AIM OF THE EXERCISE: Lines of the data that contain the word "Left" are the ones to copy.

Stored items:
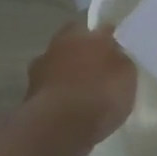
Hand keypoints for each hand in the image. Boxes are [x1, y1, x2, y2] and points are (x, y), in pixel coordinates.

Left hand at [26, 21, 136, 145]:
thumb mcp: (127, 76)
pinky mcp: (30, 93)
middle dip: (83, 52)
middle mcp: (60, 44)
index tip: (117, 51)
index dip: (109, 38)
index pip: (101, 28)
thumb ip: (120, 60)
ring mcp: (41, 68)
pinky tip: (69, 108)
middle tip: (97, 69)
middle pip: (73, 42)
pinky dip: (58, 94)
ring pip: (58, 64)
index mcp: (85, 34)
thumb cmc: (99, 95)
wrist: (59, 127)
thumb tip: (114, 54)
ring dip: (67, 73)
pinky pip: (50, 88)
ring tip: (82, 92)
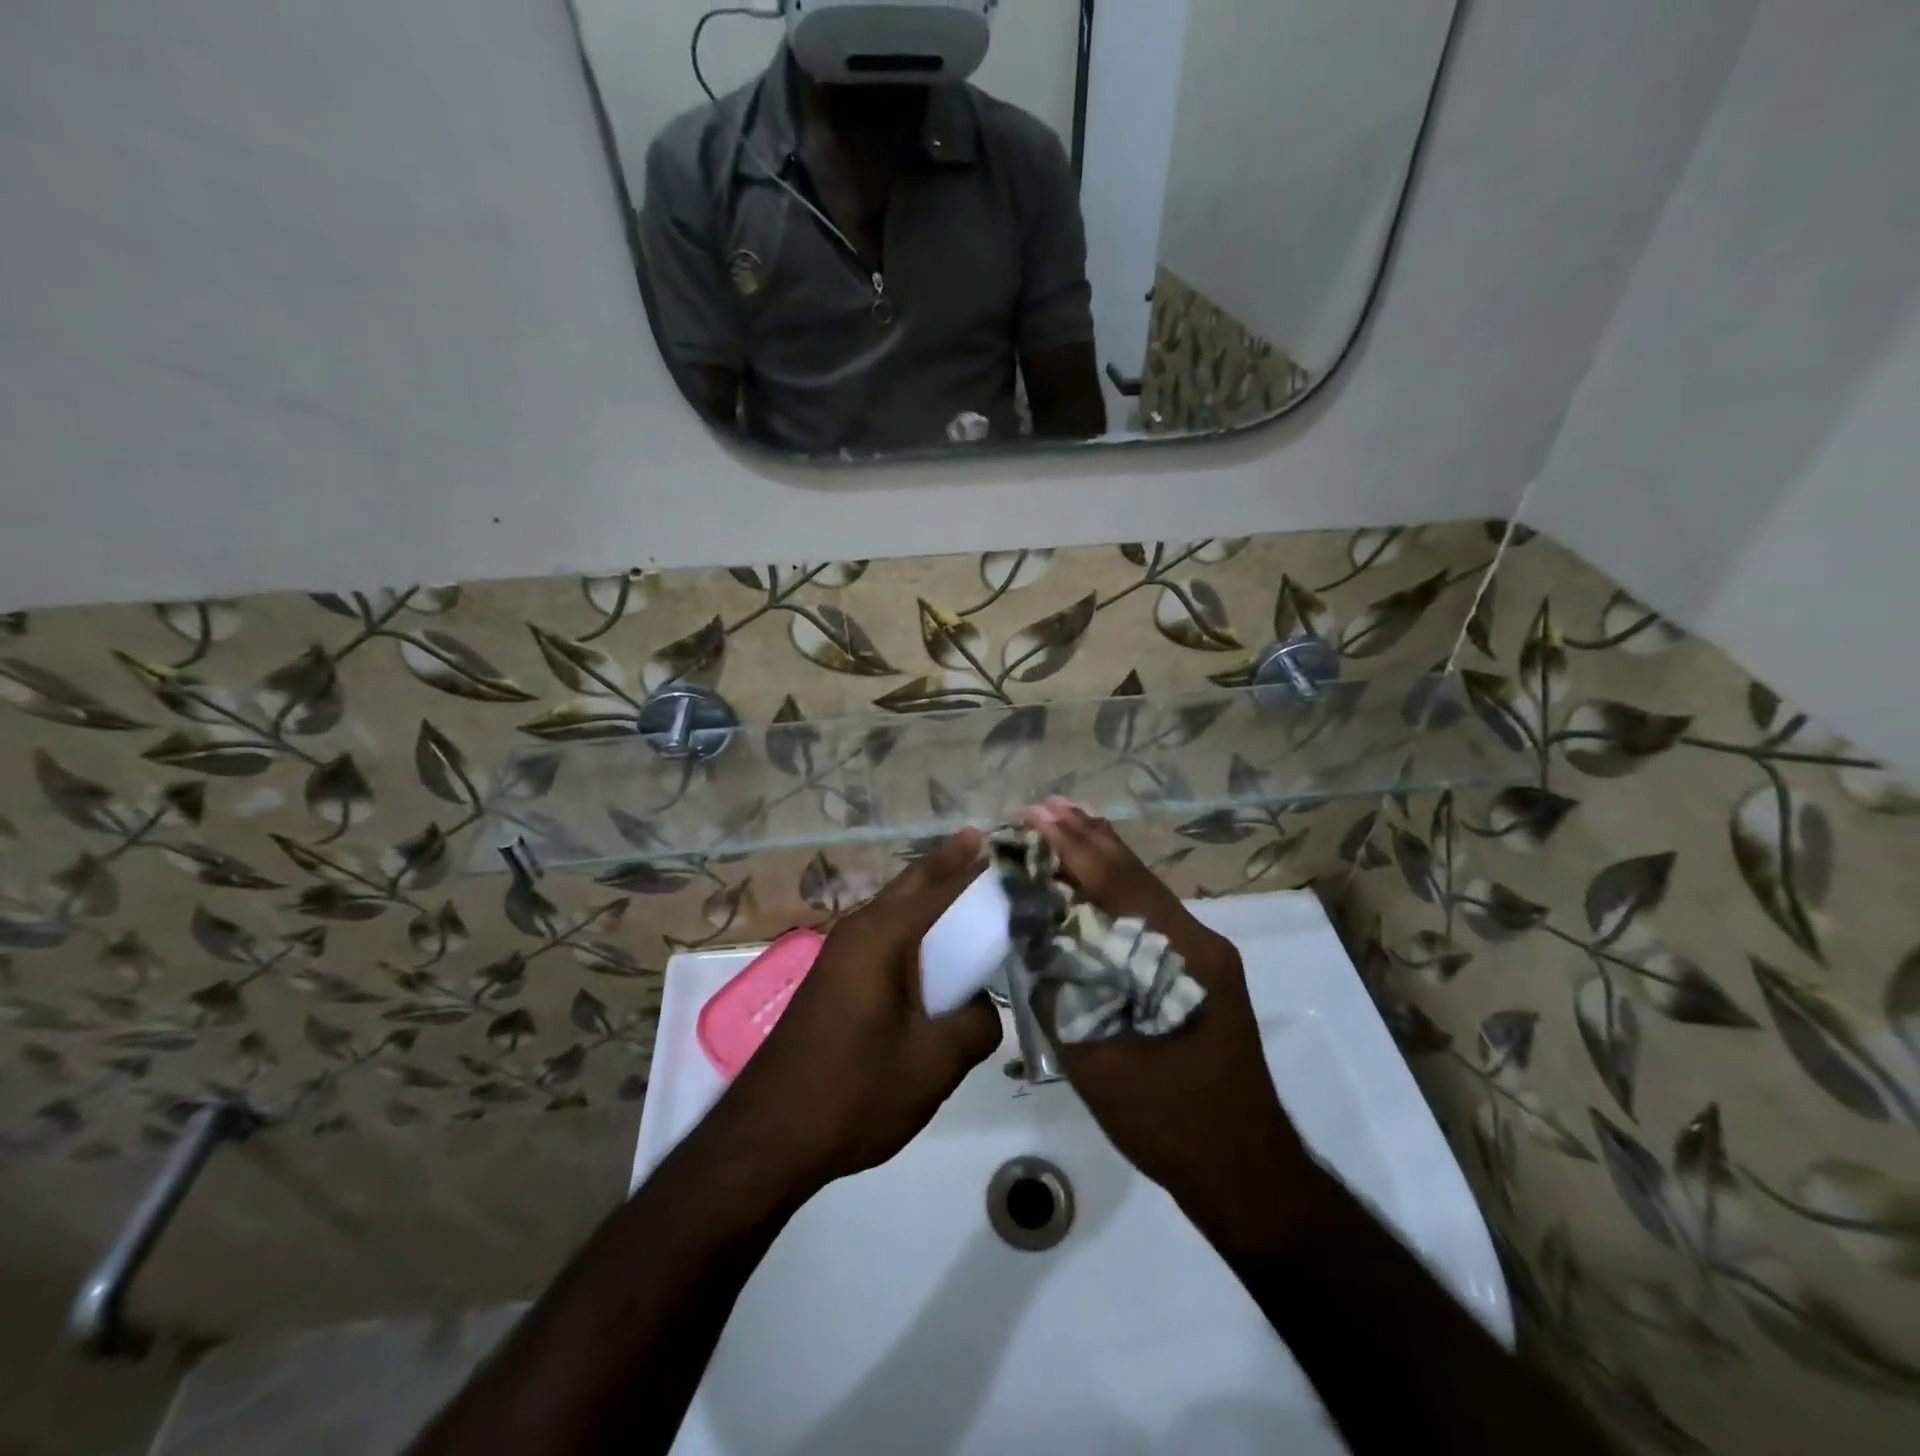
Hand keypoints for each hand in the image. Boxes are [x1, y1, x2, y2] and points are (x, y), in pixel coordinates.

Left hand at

--

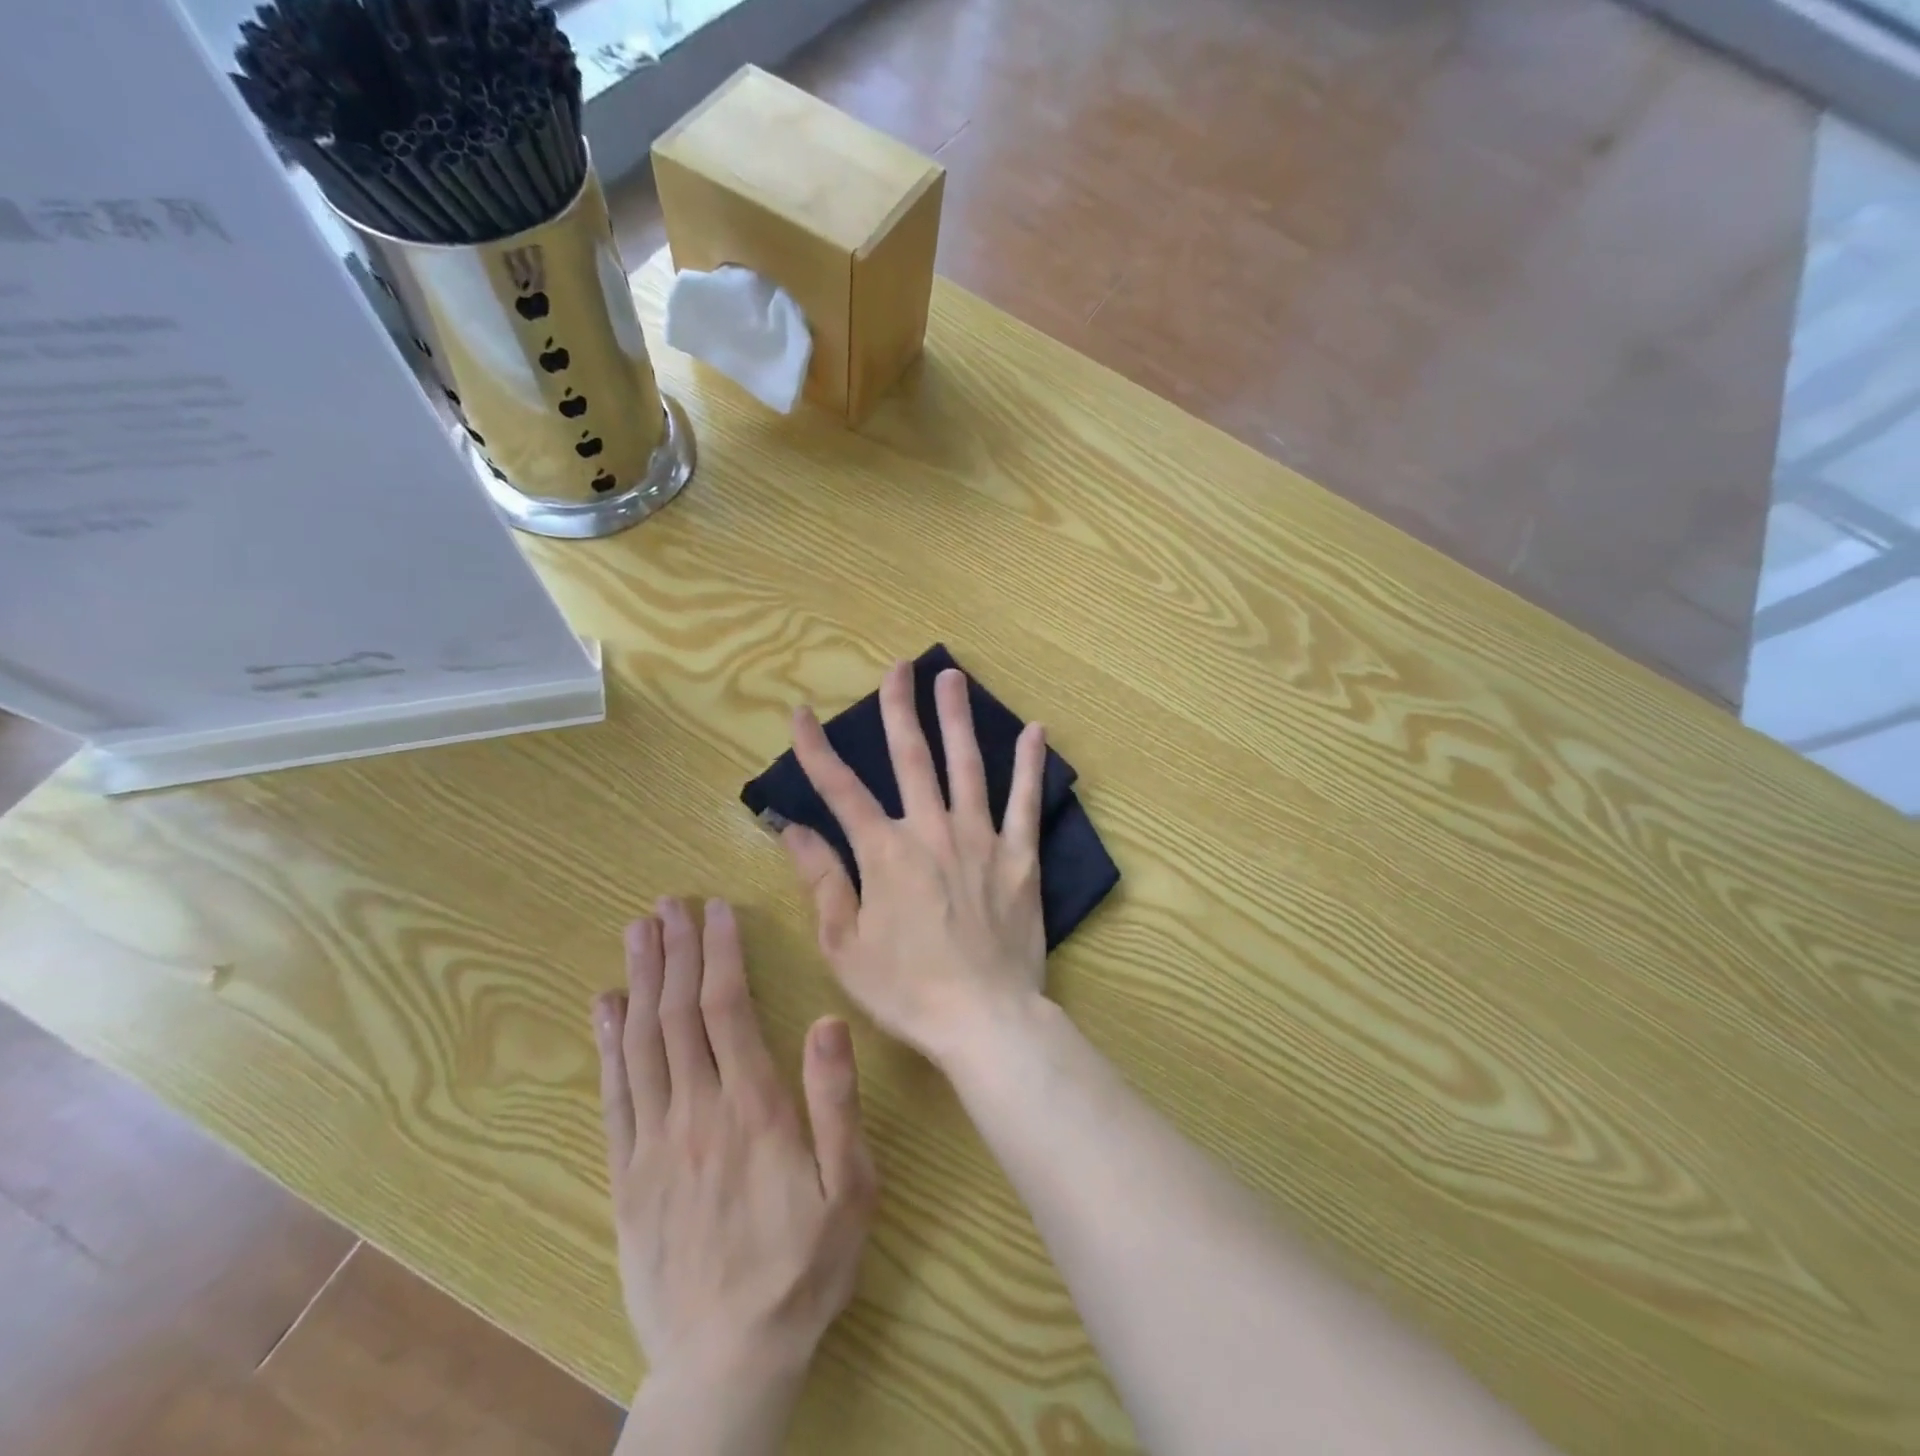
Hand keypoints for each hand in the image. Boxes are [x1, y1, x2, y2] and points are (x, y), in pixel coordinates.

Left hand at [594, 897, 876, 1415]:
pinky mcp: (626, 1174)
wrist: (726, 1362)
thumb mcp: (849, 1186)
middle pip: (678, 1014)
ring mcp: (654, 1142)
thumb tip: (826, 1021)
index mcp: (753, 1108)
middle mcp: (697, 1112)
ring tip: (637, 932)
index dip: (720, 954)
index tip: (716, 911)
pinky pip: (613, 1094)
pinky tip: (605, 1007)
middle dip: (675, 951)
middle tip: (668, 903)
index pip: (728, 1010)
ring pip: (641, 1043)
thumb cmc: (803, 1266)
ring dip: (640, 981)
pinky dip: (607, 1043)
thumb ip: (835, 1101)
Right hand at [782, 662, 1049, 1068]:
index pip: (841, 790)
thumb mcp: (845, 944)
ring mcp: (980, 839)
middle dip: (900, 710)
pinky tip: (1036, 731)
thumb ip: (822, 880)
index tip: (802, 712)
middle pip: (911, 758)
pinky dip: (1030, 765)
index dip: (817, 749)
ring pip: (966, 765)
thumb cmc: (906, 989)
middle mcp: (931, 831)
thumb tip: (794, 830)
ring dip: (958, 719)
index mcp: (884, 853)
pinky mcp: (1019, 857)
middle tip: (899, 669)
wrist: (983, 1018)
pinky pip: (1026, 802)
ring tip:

RESPONSE AREA:
Left hand at [26, 21, 136, 145]:
Left hand at
Left hand at [594, 897, 876, 1415]:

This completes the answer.